There’s a moment, about three tracks into TOBACCO’s soundtrack for High On Life 2, where you realize you’re no longer just listening — you’re dissolving. The air gets humid, the colors start to drip, and suddenly you’re inside a world where synths breathe, basslines ooze, and every melody feels like it was recorded through a malfunctioning VHS camcorder possessed by a nicotine‑addicted ghost.
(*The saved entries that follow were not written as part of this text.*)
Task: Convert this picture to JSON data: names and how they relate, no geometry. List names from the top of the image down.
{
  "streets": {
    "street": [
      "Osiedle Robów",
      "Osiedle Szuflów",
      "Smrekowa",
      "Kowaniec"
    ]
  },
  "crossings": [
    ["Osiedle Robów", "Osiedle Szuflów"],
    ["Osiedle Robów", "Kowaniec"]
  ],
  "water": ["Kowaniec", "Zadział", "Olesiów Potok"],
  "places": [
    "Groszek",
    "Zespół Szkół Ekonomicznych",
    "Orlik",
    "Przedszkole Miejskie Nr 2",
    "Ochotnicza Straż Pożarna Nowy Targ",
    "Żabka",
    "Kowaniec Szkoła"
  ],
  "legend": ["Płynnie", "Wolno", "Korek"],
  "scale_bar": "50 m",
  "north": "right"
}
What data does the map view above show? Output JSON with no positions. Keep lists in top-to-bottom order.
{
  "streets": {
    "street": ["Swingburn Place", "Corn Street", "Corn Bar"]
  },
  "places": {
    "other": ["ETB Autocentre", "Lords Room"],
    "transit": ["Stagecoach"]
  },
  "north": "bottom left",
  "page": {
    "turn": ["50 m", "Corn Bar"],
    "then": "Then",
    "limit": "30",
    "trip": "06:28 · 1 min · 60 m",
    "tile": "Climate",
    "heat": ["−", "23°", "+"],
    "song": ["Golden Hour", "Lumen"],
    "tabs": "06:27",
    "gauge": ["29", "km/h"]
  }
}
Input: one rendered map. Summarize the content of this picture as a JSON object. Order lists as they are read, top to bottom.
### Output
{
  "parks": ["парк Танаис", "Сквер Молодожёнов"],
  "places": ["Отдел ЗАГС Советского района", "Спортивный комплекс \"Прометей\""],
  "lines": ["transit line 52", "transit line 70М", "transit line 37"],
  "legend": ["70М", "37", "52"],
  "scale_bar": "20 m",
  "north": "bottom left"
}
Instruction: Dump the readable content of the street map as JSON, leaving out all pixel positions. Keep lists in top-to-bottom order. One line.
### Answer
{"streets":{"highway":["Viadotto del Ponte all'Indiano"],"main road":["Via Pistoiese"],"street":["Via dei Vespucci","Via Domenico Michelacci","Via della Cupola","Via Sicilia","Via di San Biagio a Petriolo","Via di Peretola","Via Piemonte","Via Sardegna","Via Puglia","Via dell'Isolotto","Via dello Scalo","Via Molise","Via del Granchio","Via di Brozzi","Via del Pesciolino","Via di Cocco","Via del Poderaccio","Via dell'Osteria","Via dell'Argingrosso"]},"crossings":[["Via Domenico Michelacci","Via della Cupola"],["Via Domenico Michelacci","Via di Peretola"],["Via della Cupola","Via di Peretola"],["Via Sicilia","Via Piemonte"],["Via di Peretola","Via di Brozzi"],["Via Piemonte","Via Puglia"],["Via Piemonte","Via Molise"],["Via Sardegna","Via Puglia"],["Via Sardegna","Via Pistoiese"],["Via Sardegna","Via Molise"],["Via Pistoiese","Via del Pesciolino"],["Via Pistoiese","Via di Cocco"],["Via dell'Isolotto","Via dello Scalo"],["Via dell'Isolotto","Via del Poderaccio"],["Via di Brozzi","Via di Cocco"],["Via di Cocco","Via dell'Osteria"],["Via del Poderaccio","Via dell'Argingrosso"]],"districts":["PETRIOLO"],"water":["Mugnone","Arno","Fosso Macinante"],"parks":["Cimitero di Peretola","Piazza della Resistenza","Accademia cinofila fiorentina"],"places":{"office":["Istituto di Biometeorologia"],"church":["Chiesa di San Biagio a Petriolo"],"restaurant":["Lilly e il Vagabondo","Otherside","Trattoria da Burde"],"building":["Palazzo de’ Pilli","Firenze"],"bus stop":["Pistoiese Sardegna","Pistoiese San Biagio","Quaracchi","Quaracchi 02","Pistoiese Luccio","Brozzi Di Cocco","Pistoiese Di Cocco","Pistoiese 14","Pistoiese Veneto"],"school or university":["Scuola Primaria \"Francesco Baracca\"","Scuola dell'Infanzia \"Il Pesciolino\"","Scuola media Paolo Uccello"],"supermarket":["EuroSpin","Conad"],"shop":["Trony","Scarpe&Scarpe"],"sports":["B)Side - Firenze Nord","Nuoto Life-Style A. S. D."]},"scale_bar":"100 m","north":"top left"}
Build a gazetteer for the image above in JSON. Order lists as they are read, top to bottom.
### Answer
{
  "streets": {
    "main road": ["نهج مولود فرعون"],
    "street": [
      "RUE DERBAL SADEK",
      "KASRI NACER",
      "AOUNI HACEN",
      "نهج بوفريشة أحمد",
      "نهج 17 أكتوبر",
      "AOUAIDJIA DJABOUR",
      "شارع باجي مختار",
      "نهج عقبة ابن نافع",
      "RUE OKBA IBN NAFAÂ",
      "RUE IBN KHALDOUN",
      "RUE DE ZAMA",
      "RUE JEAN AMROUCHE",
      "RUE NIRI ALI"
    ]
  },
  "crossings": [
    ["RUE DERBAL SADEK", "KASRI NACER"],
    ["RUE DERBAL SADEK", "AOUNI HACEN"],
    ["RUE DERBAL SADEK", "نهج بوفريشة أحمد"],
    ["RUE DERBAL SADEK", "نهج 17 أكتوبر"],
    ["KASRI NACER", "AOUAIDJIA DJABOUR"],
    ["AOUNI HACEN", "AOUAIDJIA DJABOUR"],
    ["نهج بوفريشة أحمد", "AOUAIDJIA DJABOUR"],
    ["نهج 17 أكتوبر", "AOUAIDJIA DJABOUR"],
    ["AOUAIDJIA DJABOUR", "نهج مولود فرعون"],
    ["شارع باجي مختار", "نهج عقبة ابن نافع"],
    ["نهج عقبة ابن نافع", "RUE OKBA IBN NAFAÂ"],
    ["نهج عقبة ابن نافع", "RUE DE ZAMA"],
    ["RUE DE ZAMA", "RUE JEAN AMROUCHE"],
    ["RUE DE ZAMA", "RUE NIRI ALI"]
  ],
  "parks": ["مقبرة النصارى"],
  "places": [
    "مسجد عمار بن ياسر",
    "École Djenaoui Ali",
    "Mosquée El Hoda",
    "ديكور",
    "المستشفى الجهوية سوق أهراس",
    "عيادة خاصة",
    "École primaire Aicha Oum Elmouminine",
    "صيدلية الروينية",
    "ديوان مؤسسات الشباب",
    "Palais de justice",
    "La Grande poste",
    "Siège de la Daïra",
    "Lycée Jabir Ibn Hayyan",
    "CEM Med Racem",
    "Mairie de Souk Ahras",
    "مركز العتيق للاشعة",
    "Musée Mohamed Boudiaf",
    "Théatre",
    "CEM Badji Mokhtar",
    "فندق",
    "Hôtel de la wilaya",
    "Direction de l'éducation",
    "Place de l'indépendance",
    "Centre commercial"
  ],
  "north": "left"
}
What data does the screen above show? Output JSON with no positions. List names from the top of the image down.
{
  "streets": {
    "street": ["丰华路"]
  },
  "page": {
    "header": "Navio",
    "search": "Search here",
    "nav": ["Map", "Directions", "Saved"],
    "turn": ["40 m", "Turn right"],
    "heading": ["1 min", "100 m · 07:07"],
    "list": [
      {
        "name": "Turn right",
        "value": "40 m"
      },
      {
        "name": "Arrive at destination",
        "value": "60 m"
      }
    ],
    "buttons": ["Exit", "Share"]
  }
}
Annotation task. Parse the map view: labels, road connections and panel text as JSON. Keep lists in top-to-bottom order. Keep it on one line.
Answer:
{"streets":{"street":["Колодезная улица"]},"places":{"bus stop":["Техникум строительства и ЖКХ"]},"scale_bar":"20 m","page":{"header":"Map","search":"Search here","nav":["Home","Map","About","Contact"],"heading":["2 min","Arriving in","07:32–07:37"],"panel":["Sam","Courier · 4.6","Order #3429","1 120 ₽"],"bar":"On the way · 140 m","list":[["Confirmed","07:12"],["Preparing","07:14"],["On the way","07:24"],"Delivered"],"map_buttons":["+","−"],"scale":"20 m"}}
Listen: https://tobaxxo.bandcamp.com/album/high-on-life-2-original-game-soundtrack-vol-2
TOBACCO has always thrived in the space between grime and gloss, but here he weaponizes it. This soundtrack isn’t background music for gameplay; it’s a full‑body hallucination that reshapes the game’s universe. It’s sticky, it’s warped, it’s hypnotic — and it’s exactly what a game about talking guns, cosmic absurdity, and psychedelic sci‑fi chaos deserves.
The Sound of a Universe That Shouldn’t Exist (But Does Anyway)
Where the first High On Life leaned into absurdity, High On Life 2 doubles down on world‑building — and TOBACCO meets that ambition with a sonic palette that feels like alien pop music filtered through a broken arcade cabinet.
- Synths wobble like gelatin left in the sun
- Drums hit with the thud of a malfunctioning animatronic
- Melodies glitch, smear, and reassemble themselves mid‑phrase
It’s music that sounds alive, but not in a comforting way. More like a creature that’s curious about you, sniffing around, deciding whether to befriend you or eat you.
A Score That Feels Like Gameplay
What makes this soundtrack so addictive is how perfectly it mirrors the game’s rhythm. TOBACCO doesn’t just score scenes — he scores sensations.
- Exploration tracks pulse with a woozy optimism, like wandering through a neon swamp at 3AM.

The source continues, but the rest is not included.